Exercise aim | Copy out each line of the entries where the word "markers" is present.
== Segment start ==
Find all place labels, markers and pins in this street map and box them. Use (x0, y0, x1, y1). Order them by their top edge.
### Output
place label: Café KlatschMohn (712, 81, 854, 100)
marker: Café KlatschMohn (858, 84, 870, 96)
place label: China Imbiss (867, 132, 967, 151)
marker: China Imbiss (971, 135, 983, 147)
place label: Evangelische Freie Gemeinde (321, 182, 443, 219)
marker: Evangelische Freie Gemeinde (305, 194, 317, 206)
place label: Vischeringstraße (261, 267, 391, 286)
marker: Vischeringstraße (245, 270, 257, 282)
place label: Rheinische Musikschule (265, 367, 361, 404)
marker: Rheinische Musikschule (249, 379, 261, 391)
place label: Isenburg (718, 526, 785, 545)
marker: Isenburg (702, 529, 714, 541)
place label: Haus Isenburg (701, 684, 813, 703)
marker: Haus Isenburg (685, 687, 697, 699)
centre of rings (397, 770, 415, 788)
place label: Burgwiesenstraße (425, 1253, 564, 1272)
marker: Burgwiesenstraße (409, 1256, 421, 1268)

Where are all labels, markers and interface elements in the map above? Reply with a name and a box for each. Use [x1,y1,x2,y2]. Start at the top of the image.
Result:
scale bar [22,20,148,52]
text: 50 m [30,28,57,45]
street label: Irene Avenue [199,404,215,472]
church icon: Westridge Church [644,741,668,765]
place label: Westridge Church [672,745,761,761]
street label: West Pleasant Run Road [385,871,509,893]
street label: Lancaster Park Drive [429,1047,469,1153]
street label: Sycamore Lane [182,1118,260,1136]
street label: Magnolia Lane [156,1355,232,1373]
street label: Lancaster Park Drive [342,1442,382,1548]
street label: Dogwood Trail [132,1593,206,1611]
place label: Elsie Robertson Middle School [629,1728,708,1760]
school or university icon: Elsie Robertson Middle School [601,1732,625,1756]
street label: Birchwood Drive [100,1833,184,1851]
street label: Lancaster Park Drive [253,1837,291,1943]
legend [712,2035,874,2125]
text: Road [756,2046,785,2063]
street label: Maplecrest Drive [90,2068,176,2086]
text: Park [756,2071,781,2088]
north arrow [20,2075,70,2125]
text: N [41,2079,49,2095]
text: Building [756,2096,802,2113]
== Segment end ==
Problem solution |
Find all place labels, markers and pins in this street map and box them. Use (x0, y0, x1, y1). Order them by their top edge.
Where are all labels, markers and interface elements in the map above? Reply with a name and a box for each. Use [x1,y1,x2,y2]. Start at the top of the image.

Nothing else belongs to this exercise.